Exercise objective: What is needed is an exact copy of the lines in the listing below, from the one with "Which roads connect" up to and including the one with "Build a routing", with no other lines.

The data:

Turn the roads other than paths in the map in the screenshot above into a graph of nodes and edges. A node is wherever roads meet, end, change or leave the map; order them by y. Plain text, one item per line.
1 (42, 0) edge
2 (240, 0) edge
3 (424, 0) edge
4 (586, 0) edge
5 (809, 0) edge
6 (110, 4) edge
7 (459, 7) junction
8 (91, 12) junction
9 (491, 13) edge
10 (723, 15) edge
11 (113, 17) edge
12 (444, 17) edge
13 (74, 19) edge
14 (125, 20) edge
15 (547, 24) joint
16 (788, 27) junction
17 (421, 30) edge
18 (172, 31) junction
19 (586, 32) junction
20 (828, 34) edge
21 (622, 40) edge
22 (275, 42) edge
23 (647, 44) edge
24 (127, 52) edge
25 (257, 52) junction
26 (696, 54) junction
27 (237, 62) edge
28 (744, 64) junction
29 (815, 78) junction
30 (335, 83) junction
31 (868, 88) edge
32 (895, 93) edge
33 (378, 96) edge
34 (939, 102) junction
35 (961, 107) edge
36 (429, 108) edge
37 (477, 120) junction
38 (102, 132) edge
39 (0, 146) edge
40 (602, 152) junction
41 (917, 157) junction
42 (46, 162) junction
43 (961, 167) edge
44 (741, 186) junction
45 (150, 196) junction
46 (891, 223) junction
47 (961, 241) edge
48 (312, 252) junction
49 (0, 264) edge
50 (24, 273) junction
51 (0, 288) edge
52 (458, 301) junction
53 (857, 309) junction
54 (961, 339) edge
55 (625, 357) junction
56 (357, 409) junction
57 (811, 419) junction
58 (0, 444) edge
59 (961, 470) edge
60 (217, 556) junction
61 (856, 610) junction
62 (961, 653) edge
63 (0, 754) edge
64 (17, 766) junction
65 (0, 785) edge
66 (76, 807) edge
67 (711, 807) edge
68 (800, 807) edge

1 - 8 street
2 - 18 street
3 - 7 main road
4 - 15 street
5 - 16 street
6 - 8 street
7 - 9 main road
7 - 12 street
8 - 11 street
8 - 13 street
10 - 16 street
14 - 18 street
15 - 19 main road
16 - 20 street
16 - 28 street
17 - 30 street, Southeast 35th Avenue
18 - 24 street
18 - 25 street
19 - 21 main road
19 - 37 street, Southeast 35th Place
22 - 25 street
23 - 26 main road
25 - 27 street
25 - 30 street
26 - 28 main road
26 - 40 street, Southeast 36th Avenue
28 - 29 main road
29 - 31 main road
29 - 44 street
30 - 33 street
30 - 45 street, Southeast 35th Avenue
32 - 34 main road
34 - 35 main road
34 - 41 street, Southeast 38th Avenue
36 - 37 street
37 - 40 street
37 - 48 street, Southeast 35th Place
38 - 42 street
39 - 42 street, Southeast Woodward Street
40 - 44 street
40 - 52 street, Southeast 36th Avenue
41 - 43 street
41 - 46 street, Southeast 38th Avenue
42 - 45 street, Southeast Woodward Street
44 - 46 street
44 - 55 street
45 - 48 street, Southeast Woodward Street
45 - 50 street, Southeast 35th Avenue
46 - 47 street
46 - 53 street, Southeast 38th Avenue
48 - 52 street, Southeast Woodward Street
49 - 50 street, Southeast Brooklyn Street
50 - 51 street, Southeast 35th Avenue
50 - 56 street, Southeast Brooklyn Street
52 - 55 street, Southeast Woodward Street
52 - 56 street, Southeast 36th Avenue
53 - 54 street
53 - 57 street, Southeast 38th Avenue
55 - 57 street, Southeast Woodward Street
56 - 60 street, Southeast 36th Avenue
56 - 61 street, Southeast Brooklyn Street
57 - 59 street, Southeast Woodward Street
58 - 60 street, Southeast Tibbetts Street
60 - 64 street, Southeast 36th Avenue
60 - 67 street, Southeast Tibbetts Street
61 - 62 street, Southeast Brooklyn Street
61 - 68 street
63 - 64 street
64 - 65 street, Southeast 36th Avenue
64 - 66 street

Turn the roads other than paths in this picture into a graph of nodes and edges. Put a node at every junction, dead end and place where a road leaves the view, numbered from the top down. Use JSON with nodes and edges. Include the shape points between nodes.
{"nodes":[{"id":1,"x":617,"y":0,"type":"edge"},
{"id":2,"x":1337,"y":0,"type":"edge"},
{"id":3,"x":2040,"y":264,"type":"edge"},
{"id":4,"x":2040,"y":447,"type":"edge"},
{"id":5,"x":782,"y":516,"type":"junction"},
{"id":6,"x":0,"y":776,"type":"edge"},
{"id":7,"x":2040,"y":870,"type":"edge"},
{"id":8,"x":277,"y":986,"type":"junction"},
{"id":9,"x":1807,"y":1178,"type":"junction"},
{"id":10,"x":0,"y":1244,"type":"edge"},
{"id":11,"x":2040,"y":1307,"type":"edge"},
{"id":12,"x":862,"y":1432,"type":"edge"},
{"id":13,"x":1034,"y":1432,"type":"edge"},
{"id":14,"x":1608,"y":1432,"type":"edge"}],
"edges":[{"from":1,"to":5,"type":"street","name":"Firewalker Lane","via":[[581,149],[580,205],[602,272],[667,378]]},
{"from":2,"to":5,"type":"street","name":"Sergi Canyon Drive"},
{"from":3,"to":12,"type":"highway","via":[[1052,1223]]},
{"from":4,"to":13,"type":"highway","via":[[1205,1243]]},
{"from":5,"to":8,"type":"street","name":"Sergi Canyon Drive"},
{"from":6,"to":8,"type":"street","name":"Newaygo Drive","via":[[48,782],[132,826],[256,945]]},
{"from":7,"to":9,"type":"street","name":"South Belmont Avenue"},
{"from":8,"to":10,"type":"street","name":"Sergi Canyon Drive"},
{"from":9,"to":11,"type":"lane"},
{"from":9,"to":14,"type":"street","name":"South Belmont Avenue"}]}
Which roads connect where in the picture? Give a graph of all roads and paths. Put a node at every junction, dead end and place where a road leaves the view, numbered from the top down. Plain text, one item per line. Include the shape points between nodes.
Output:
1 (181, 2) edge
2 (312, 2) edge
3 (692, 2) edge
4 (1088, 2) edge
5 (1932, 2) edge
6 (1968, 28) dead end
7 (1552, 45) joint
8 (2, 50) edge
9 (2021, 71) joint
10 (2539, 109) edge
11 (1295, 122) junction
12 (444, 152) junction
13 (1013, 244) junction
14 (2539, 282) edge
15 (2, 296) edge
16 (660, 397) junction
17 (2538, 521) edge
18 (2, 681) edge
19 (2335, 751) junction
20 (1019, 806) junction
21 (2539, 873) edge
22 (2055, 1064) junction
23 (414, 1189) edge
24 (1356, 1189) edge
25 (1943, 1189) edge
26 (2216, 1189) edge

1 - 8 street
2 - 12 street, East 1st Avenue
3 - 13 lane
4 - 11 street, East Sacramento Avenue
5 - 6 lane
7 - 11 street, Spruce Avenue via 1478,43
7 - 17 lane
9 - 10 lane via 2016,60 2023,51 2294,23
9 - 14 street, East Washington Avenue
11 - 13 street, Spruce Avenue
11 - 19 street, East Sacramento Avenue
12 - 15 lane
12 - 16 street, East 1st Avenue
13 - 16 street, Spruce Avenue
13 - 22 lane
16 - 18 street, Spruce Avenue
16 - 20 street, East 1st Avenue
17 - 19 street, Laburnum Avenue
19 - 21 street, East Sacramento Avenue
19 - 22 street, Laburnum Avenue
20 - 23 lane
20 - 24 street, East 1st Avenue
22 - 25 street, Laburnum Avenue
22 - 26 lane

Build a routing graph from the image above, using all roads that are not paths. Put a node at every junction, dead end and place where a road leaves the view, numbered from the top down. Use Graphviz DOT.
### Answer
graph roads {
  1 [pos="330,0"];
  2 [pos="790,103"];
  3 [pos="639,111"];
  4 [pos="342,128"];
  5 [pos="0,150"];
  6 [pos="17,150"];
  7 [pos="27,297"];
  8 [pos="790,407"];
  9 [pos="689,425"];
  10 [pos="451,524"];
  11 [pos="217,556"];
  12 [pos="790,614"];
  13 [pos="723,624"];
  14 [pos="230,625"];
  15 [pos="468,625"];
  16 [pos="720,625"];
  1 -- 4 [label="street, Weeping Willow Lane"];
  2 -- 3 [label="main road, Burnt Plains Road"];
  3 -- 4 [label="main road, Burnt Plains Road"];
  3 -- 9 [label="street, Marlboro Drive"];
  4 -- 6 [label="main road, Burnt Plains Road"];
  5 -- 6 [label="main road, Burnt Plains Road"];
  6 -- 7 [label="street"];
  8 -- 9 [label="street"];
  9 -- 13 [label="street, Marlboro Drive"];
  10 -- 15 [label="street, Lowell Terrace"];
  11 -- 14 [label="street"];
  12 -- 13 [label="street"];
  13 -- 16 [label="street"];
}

Reply to the exercise:
Which roads connect where in the picture? Give a graph of all roads and paths. Put a node at every junction, dead end and place where a road leaves the view, numbered from the top down. Plain text, one item per line. Include the shape points between nodes.
Output:
1 (181, 2) edge
2 (312, 2) edge
3 (692, 2) edge
4 (1088, 2) edge
5 (1932, 2) edge
6 (1968, 28) dead end
7 (1552, 45) joint
8 (2, 50) edge
9 (2021, 71) joint
10 (2539, 109) edge
11 (1295, 122) junction
12 (444, 152) junction
13 (1013, 244) junction
14 (2539, 282) edge
15 (2, 296) edge
16 (660, 397) junction
17 (2538, 521) edge
18 (2, 681) edge
19 (2335, 751) junction
20 (1019, 806) junction
21 (2539, 873) edge
22 (2055, 1064) junction
23 (414, 1189) edge
24 (1356, 1189) edge
25 (1943, 1189) edge
26 (2216, 1189) edge

1 - 8 street
2 - 12 street, East 1st Avenue
3 - 13 lane
4 - 11 street, East Sacramento Avenue
5 - 6 lane
7 - 11 street, Spruce Avenue via 1478,43
7 - 17 lane
9 - 10 lane via 2016,60 2023,51 2294,23
9 - 14 street, East Washington Avenue
11 - 13 street, Spruce Avenue
11 - 19 street, East Sacramento Avenue
12 - 15 lane
12 - 16 street, East 1st Avenue
13 - 16 street, Spruce Avenue
13 - 22 lane
16 - 18 street, Spruce Avenue
16 - 20 street, East 1st Avenue
17 - 19 street, Laburnum Avenue
19 - 21 street, East Sacramento Avenue
19 - 22 street, Laburnum Avenue
20 - 23 lane
20 - 24 street, East 1st Avenue
22 - 25 street, Laburnum Avenue
22 - 26 lane

Build a routing graph from the image above, using all roads that are not paths. Put a node at every junction, dead end and place where a road leaves the view, numbered from the top down. Use Graphviz DOT.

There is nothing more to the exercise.